George Pickens has one play for 2026: Show up and play well

Cowboys receiver George Pickens has accepted the franchise tender for 2026. Why would he do it?
It’s not complicated.
Pickens could have stayed away, for all of the offseason program, all of training camp, all of the preseason. He could have waited until the days preceding the start of the regular season to show up, take the tender, and make every penny of his $27.298 million.
He also could have skipped the first 10 weeks of the regular season before showing up, making $12.13 million, and getting credit for the contract year.
He could have demanded a trade. He could have insisted on better terms than the franchise tender offered, whether it be more money or a commitment to not tag him again in 2027.

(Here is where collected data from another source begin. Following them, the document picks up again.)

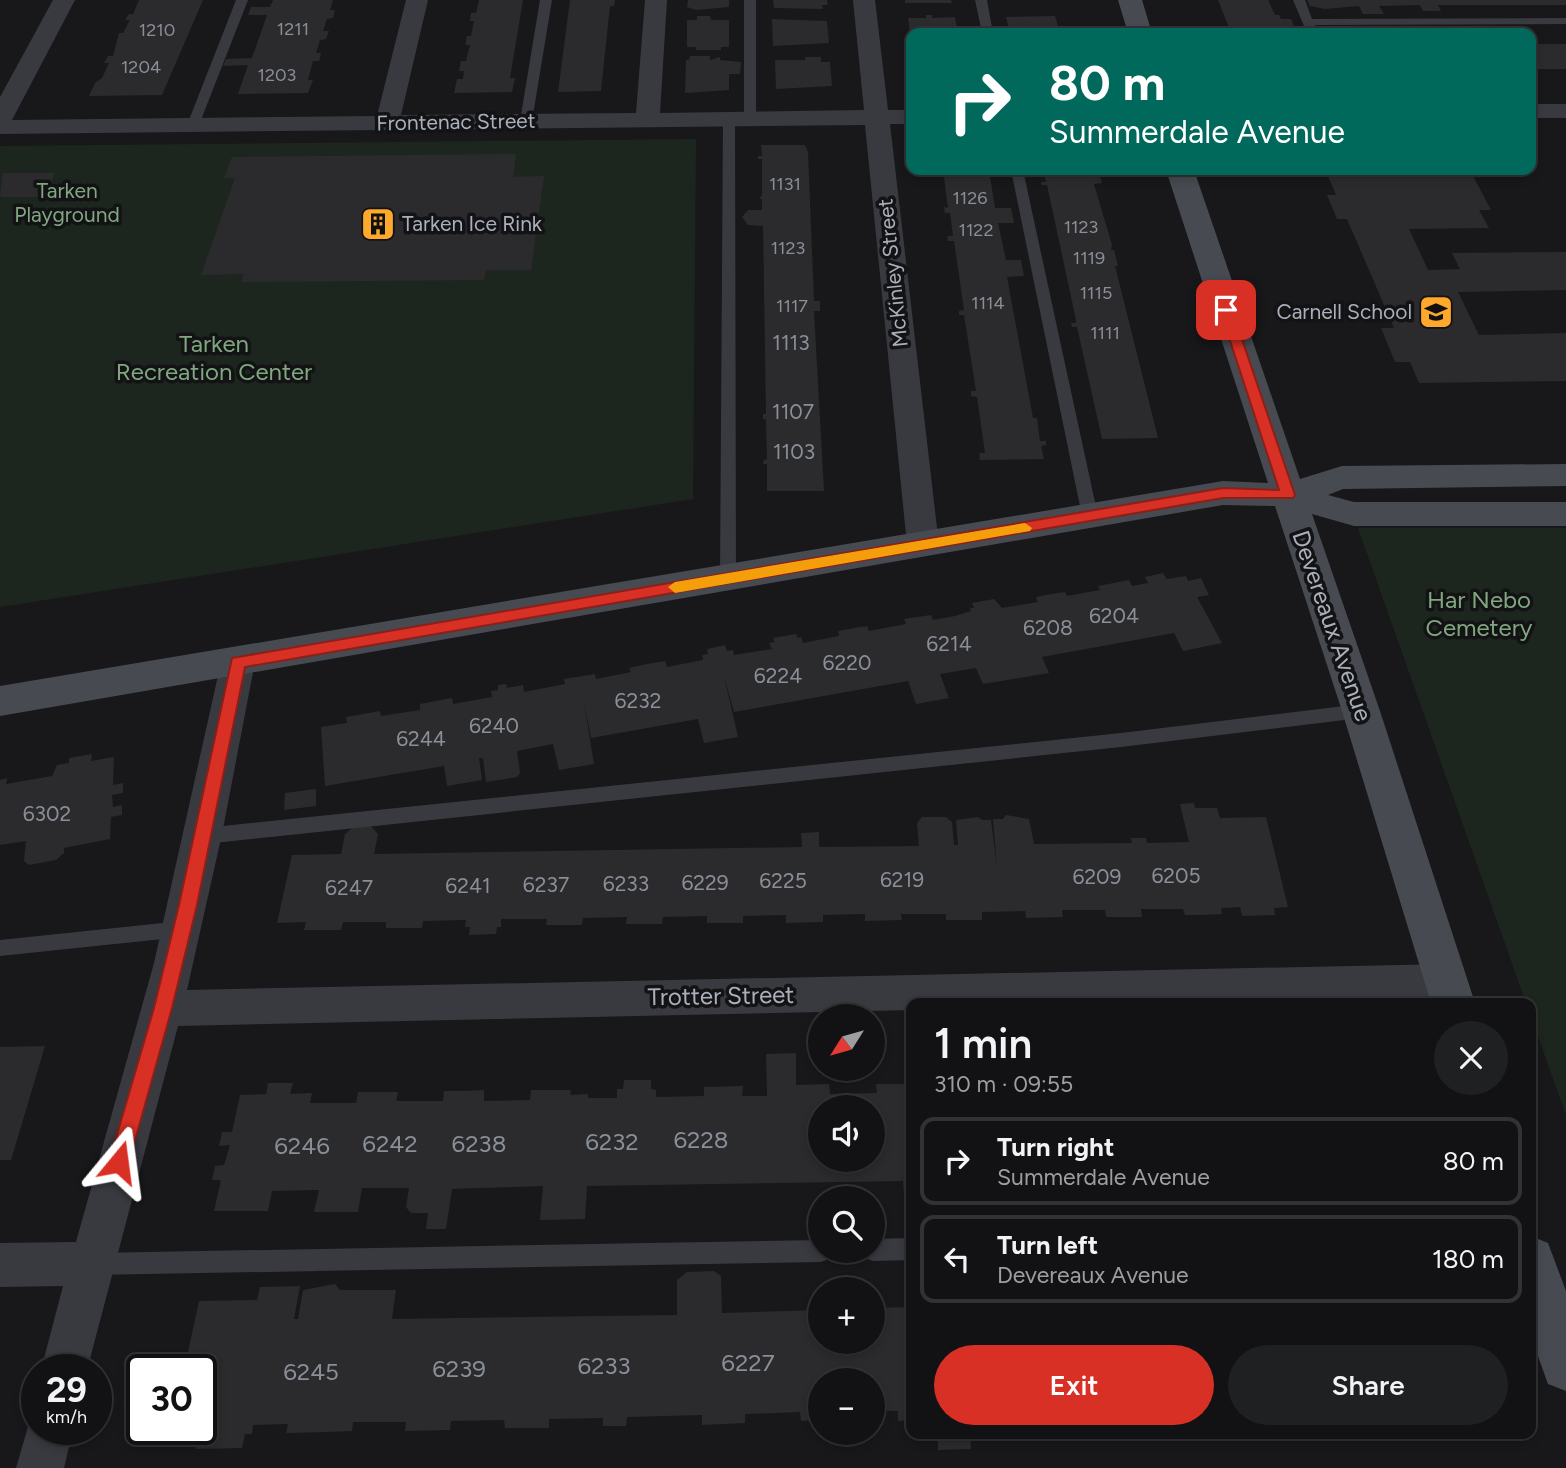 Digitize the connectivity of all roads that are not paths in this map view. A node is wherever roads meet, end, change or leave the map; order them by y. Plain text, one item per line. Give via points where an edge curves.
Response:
1 (64, 0) edge
2 (242, 0) edge
3 (417, 0) edge
4 (546, 0) edge
5 (656, 0) edge
6 (750, 0) edge
7 (864, 0) edge
8 (981, 0) edge
9 (1130, 0) edge
10 (1299, 0) edge
11 (1566, 21) edge
12 (987, 28) edge
13 (1138, 28) edge
14 (1310, 28) edge
15 (1536, 111) edge
16 (1566, 111) edge
17 (906, 117) edge
18 (876, 118) junction
19 (0, 119) edge
20 (740, 119) junction
21 (647, 120) junction
22 (526, 121) junction
23 (387, 123) junction
24 (193, 125) junction
25 (0, 127) edge
26 (1018, 175) edge
27 (1182, 175) edge
28 (1566, 475) edge
29 (1288, 495) junction
30 (1566, 514) edge
31 (1090, 516) junction
32 (923, 545) junction
33 (728, 579) junction
34 (238, 662) junction
35 (0, 701) edge
36 (1361, 711) junction
37 (204, 836) junction
38 (182, 929) junction
39 (0, 948) edge
40 (1450, 992) edge
41 (967, 998) edge
42 (906, 999) edge
43 (163, 1008) junction
44 (906, 1249) edge
45 (885, 1250) edge
46 (808, 1251) edge
47 (90, 1264) junction
48 (0, 1265) edge
49 (1536, 1275) edge
50 (68, 1354) edge
51 (1566, 1366) edge
52 (45, 1445) edge
53 (40, 1468) edge

1 - 19 street
2 - 24 lane
3 - 23 street
4 - 22 lane
5 - 21 street
6 - 20 lane
7 - 18 street, McKinley Street
8 - 12 lane
9 - 13 street
10 - 14 lane
11 - 14 lane
15 - 16 street
17 - 18 street, Frontenac Street
18 - 20 street, Frontenac Street
18 - 32 street, McKinley Street
20 - 21 street, Frontenac Street
20 - 33 lane
21 - 22 street, Frontenac Street
22 - 23 street, Frontenac Street
23 - 24 street, Frontenac Street
24 - 25 street, Frontenac Street
26 - 31 lane
27 - 29 street, Devereaux Avenue
28 - 29 street via 1342,478
29 - 30 street via 1354,514
29 - 31 street via 1223,493
29 - 36 street, Devereaux Avenue
31 - 32 street
32 - 33 street
33 - 34 street
34 - 35 street
34 - 37 street
36 - 37 lane
36 - 40 street, Devereaux Avenue
37 - 38 street
38 - 39 lane
38 - 43 street
40 - 41 street, Trotter Street
42 - 43 street, Trotter Street
43 - 47 street
44 - 45 lane
46 - 47 lane
47 - 48 street
47 - 50 street
49 - 51 street
52 - 53 street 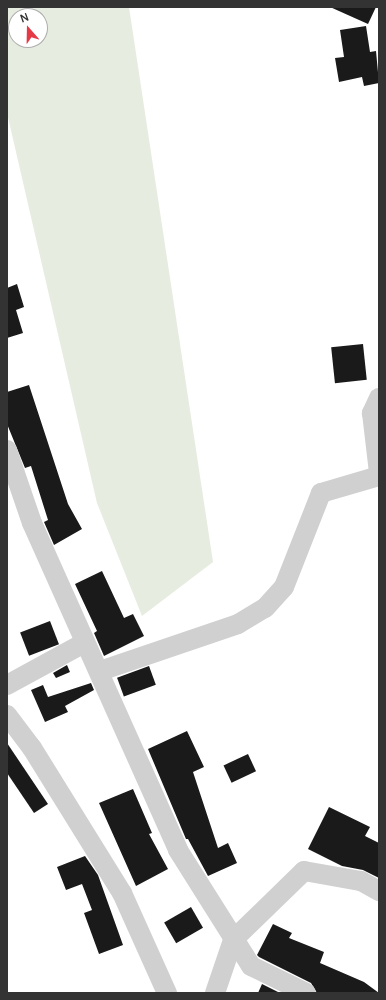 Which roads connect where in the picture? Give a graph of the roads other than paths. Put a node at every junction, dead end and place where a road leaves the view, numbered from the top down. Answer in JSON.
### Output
{"nodes":[{"id":1,"x":379,"y":398,"type":"edge"},
{"id":2,"x":7,"y":450,"type":"edge"},
{"id":3,"x":379,"y":473,"type":"edge"},
{"id":4,"x":379,"y":476,"type":"edge"},
{"id":5,"x":84,"y":643,"type":"junction"},
{"id":6,"x":100,"y":671,"type":"junction"},
{"id":7,"x":7,"y":685,"type":"edge"},
{"id":8,"x":7,"y":715,"type":"edge"},
{"id":9,"x":379,"y":892,"type":"edge"},
{"id":10,"x":233,"y":940,"type":"junction"},
{"id":11,"x":167,"y":993,"type":"edge"},
{"id":12,"x":215,"y":993,"type":"edge"},
{"id":13,"x":306,"y":993,"type":"edge"}],
"edges":[{"from":1,"to":3,"type":"street"},
{"from":2,"to":5,"type":"street"},
{"from":4,"to":6,"type":"street"},
{"from":5,"to":6,"type":"street"},
{"from":5,"to":7,"type":"street"},
{"from":6,"to":10,"type":"street"},
{"from":8,"to":11,"type":"street"},
{"from":9,"to":10,"type":"street"},
{"from":10,"to":12,"type":"street"},
{"from":10,"to":13,"type":"street"}]}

Pickens did none of those things. He took the tender. Now. He’s under contract. Now. He can still skip the mandatory minicamp, but he’ll be fined. He can skip days of training camp. Again, he’ll be fined.
He could have done that without accepting the franchise tag.
The inescapable message is this. He’s handling the situation like quarterback Dak Prescott did in 2020. Accept the circumstances, show up, work hard, and see what happens in 2027.
Given Pickens’s reputation (right or wrong) during his three years in Pittsburgh, he needs to keep putting distance between his time with the Steelers and his time with the Cowboys. He needs to have another season like the one he had last year.
Even though the franchise tag for the receiver position falls $15 million short of the new-money APY for the top of the receiver market, Pickens will make more than anyone ever would have thought he’d make before he was traded to the Cowboys last May.
And so the play is simple. Play well enough this year to put the Cowboys in a bind next year. They can sign him to a long-term deal (which possibly may require them to move on from receiver CeeDee Lamb) or tag Pickens again, at a 20-percent bump over his 2026 salary ($32.76 million).
They surely wouldn’t tag him for a third year. It would be too expensive — at least $47.17 million. So he bookends three up-and-down years in Pittsburgh with three strong seasons in Dallas, and he hits the market. He will have just turned 27. He’ll have gas in the tank and, if the next two seasons go well, more than $60 million in new earnings and a shot at the open market.
That’s why he signed the tender. That’s the best play. Given the way his career began, it’s the only play.